Карнавал, калипсо и поющие… бочки

Ежевечернюю тишину Порт-оф-Спейна или Скарборо, как только темнеет, взрывают, словно по команде, пульсирующие звуки калипсо. Никто точно не знает, что означает это слово, да и вряд ли кто из тринидадцев когда-нибудь задумывался над этим. Для них калипсо — это калипсо, и всё. Песня, наполненная лирикой или острым политическим содержанием, с весьма безыскусной мелодией, но исполняемая в бешеном африканской ритме.

Правда, существует предположение, что слово «калипсо» происходит от слова «каи-со» — на языке одного из африканских племен так выражают восхищение, это похоже на «браво». Как бы там ни было, вне сомнений главное: истоки калипсо — это затхлые трюмы невольничьих судов, шедших с «живым товаром» на Тринидад.

В свое время знаменитый исполнитель калипсо Гунн Атилла (это, разумеется, звонкий псевдоним певца, чье подлинное имя неизвестно) прославился своим «Англия, почему бы тебе не убраться из Вест-Индии?». Но нередко в песне можно услышать и о любви, и о блистательной победе спортсмена, и о скандале на своей улице, о котором знают многие. Словом, каждодневные дела и заботы, жизнь во всех ее проявлениях — вот темы калипсо.

Популярность же завоевывается мастерством певца, который обычно является автором музыки и текста, и оркестра. Лучшее из калипсо, определяемое строгим жюри и требовательной аудиторией в канун каждого Нового года на специальном конкурсе, становится маршем приближающегося карнавала.

О тринидадский карнавал! Я видел его всего один раз, но уже никогда не смогу забыть. Еще накануне открытия ни спать, ни работать даже на одном из последних этажей отеля «Хилтон» было невозможно. Отовсюду, накладываясь друг на друга, неслись мелодии разных калипсо и грохот оркестров — шли последние репетиции. А потом наступил сам карнавал.

На улицы, затмив краски тропической природы блеском, яркостью и выдумкой поистине фантастических костюмов, выплеснулась людская река. Смеющаяся, танцующая, поющая. Кого и чего здесь только нет! Сказочная птица феникс. Переливающийся под солнцем огромный павлиний веер. Инопланетный пришелец в серебристом скафандре. Страшные морды зверей и милые птичьи головы. Сирены и королевы. Маски реакционных политических деятелей и спортивных кумиров…

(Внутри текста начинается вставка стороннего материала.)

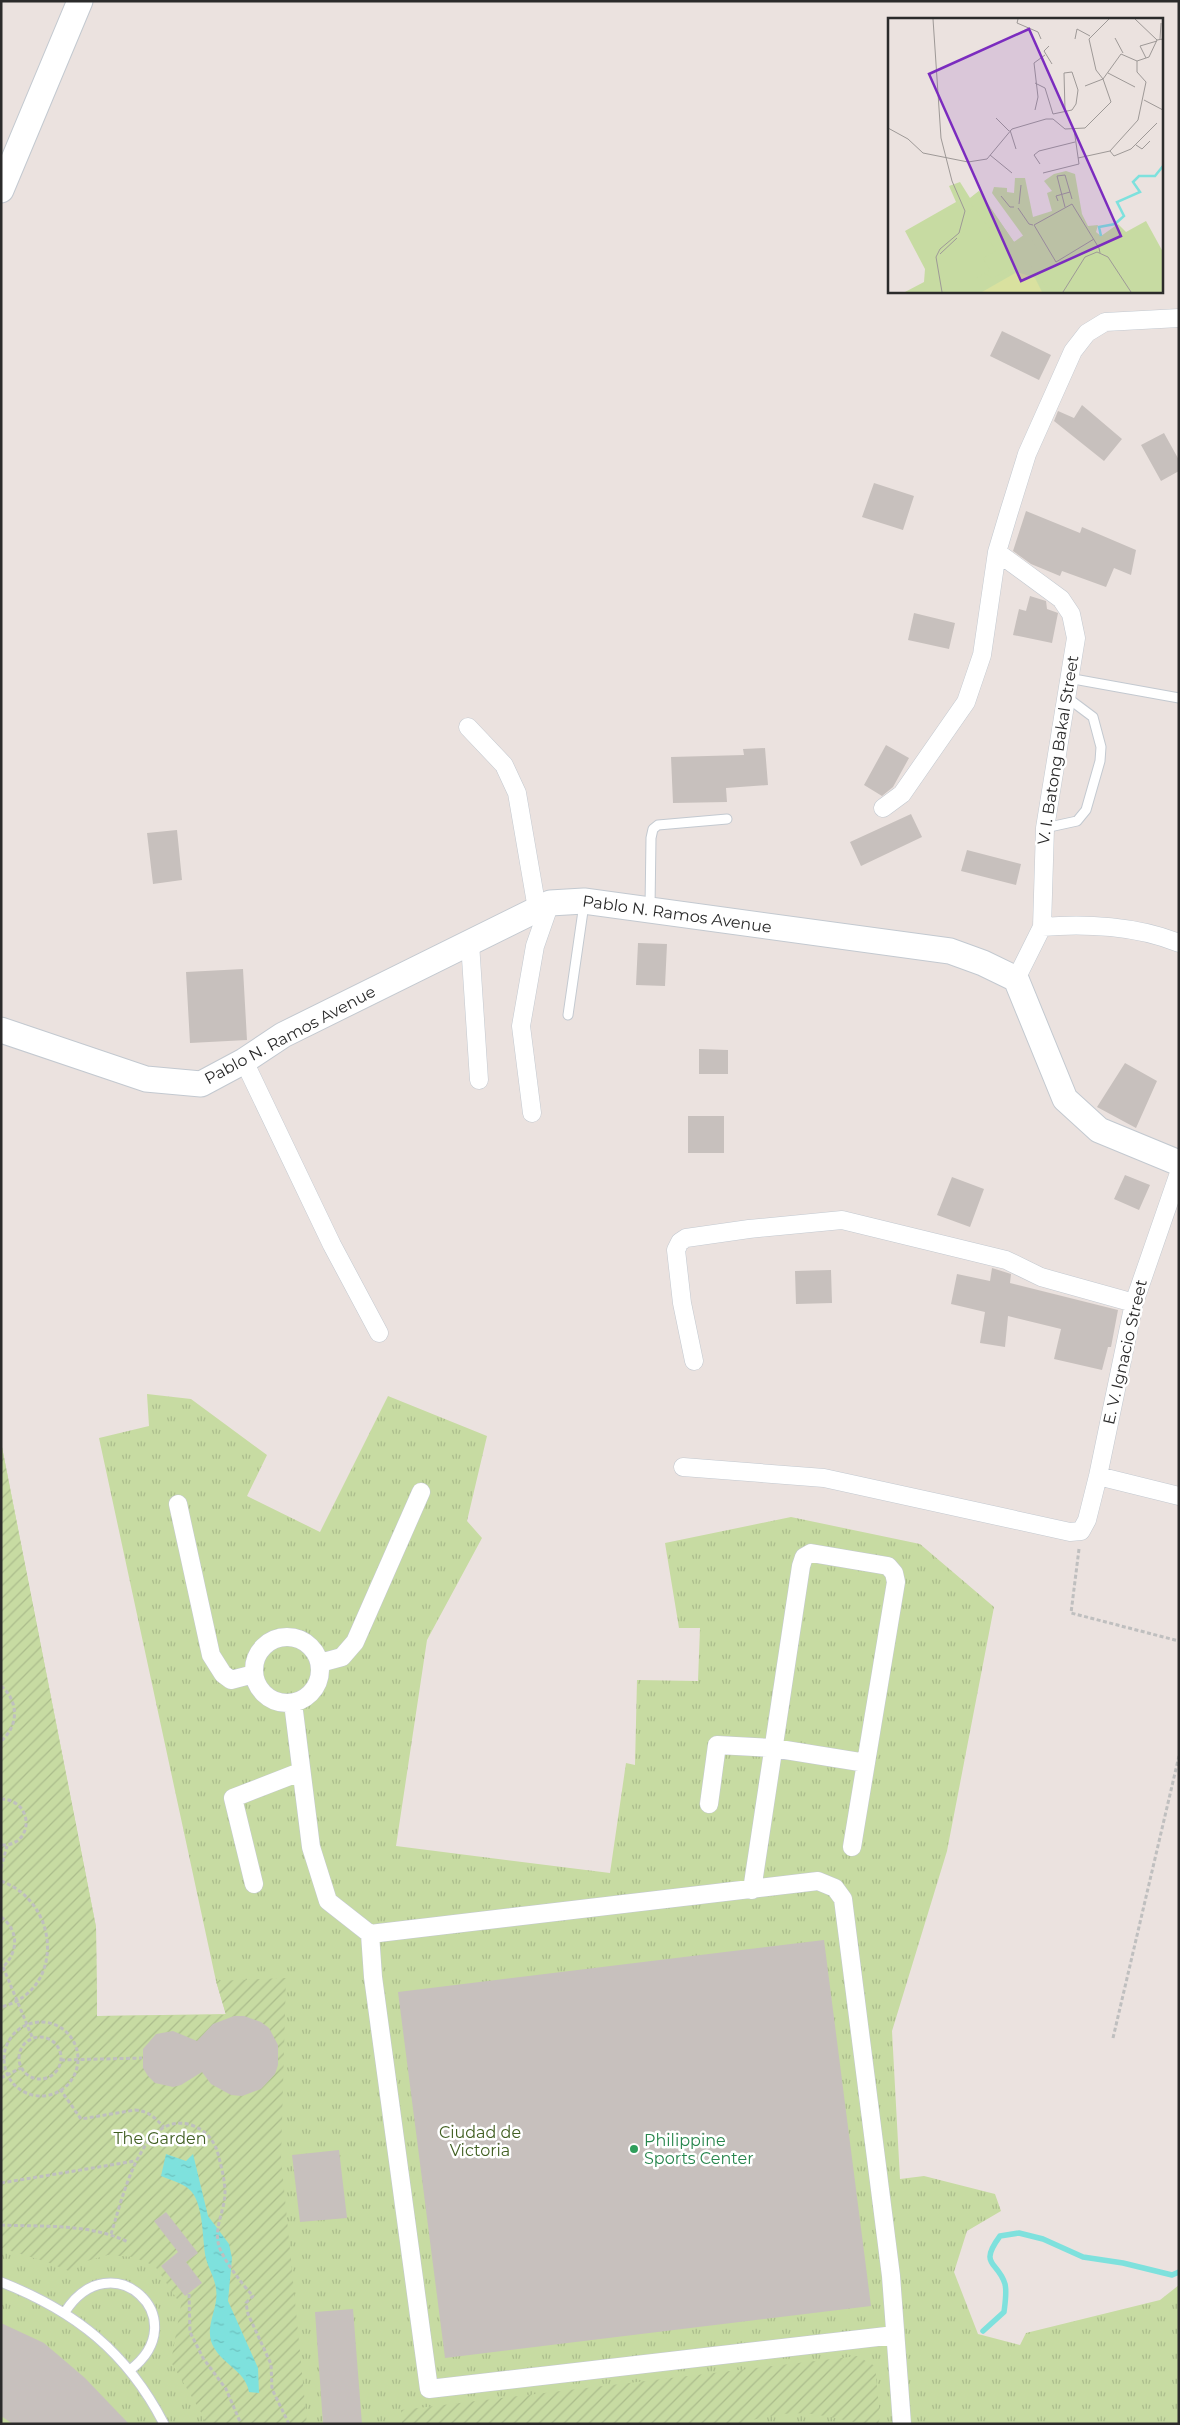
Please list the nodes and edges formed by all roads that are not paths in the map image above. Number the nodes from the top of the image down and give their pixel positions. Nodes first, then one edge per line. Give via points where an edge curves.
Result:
1 (80, 1) edge
2 (1, 190) edge
3 (1179, 318) edge
4 (997, 552) junction
5 (1068, 678) junction
6 (1065, 696) junction
7 (1179, 698) edge
8 (468, 728) dead end
9 (882, 808) dead end
10 (727, 819) dead end
11 (1045, 828) junction
12 (584, 901) junction
13 (543, 906) junction
14 (650, 910) junction
15 (1042, 927) junction
16 (1178, 941) edge
17 (470, 943) junction
18 (1016, 979) junction
19 (568, 1015) dead end
20 (1, 1030) edge
21 (244, 1061) junction
22 (479, 1080) dead end
23 (532, 1113) dead end
24 (1179, 1163) edge
25 (1179, 1173) edge
26 (1134, 1303) junction
27 (379, 1333) dead end
28 (694, 1361) dead end
29 (683, 1467) dead end
30 (1098, 1476) junction
31 (421, 1492) dead end
32 (1179, 1496) edge
33 (178, 1504) dead end
34 (320, 1663) junction
35 (254, 1674) junction
36 (293, 1703) junction
37 (773, 1748) junction
38 (866, 1763) junction
39 (300, 1772) junction
40 (709, 1804) dead end
41 (852, 1848) dead end
42 (254, 1884) dead end
43 (752, 1890) junction
44 (370, 1934) junction
45 (1, 2282) edge
46 (65, 2312) junction
47 (895, 2335) junction
48 (130, 2370) junction
49 (164, 2424) edge
50 (902, 2424) edge

1 - 2 street
3 - 4 street via 1104,322 1087,333 1073,351 1027,454
4 - 5 street, V. I. Batong Bakal Street via 1061,598 1071,614 1076,638
4 - 9 street via 986,640 966,702 909,786
5 - 6 street, V. I. Batong Bakal Street
5 - 7 lane
6 - 11 street, V. I. Batong Bakal Street
6 - 11 lane via 1093,717 1101,746 1100,760 1086,810 1077,821
8 - 13 street via 504,765 517,793
10 - 14 lane via 658,824 653,829
11 - 15 street, V. I. Batong Bakal Street
12 - 13 street, Pablo N. Ramos Avenue
12 - 14 street, Pablo N. Ramos Avenue
12 - 19 lane
13 - 17 street, Pablo N. Ramos Avenue
13 - 23 street via 521,1026
14 - 18 street, Pablo N. Ramos Avenue via 950,951
15 - 16 street via 1069,925 1137,931
15 - 18 street, V. I. Batong Bakal Street
17 - 21 street, Pablo N. Ramos Avenue via 283,1035
17 - 22 street
18 - 24 street via 1064,1098 1099,1130
20 - 21 street, Pablo N. Ramos Avenue via 146,1079 201,1084
21 - 27 street via 332,1245
25 - 26 street, E. V. Ignacio Street
26 - 28 street via 1042,1277 1006,1260 842,1220 749,1228 686,1238 676,1250 682,1303
26 - 30 street, E. V. Ignacio Street
29 - 30 street, E. V. Ignacio Street via 824,1478 1070,1532 1081,1531 1087,1520
30 - 32 street
31 - 34 street via 355,1642 342,1657
33 - 35 street via 211,1654 223,1674 231,1680
34 - 35 street via 314,1650 305,1642 283,1637 273,1640 261,1650
34 - 36 street via 318,1682 313,1692 304,1700
35 - 36 street via 257,1684 272,1699
36 - 39 street
37 - 38 street
37 - 38 street via 800,1566 804,1557 811,1553 888,1566 894,1572 896,1582
37 - 40 street via 718,1745
37 - 43 street
38 - 41 street
39 - 42 street via 233,1798
39 - 44 street via 311,1847 328,1901
43 - 44 street
43 - 47 street via 818,1881 835,1888 843,1899 891,2276
44 - 47 street via 373,1977 429,2389
45 - 46 lane
46 - 48 lane
46 - 48 lane via 75,2297 89,2286 107,2282 125,2285 140,2294 151,2309 156,2326 153,2344 144,2360
47 - 50 street
48 - 49 lane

Нет, всего не перечесть. Перед трибуной с почетными гостями шествие слегка замедляет свой темп — начинаются выступления групп, заранее подготовленные в строжайшей тайне от других участников. Иногда сразу по двести — триста человек участвуют в таком импровизированном концерте, разыгрывая целые спектакли и скетчи. Тут-то и оцениваются костюмы — работа над ними шла целый год, каждый вносил на их изготовление свой скромный пай из ежемесячного заработка: ничего не поделаешь, такова традиция.

Ну, а при чем же здесь калипсо, напрашивается вопрос. Очень даже «при чем»: оно является полноправным участником карнавала. Под его непрерывный аккомпанемент проходит шествие, без него, собственно, и праздник — не праздник. Сотни барабанов своим неистовым ритмом заражают артистов и зрителей, а в определенный момент «слово» предоставляется певцу. Это — кульминация выступления каждой группы, венчающая ее годовые усилия. Стать королем калипсо — высокая честь на Тринидаде.

Сорок восемь часов продолжается этот безумный, от всего отрешающий карнавал, самый красочный и веселый из всех в бассейне Карибского моря. Сравниться он может только с бразильским. Но в Рио нет прекрасного калипсо, нет этих огненных оркестров стальных барабанов, составляющих гордость Тринидада. И сейчас самое время рассказать о них.

Как-то вечером, выйдя на веранду отеля в Скарборо, я услышал, что где-то неподалеку музыканты как будто настраивают свои инструменты. Голоса их вначале мне не показались странными. Я даже явственно различал смычковые, ударные и щипковые группы. Потом вдруг появились саксофон, альт, виолончель, флейта-пикколо, скрипка. Удивительный оркестр…

И тут зазвучала музыка. Казалось, тугие океанские волны то накатывались на берег, то отступали, шурша галькой. Штиль сменялся грозой, покой — бурей, радость — горем. Четкий ритмический рисунок мелодии подчеркивали по очереди солирующие басы, баритоны, теноры и альты. А темп, темп песни не оставлял никаких сомнений в его «биографии» — родиться он мог только в Африке, а здесь приобрел напевность.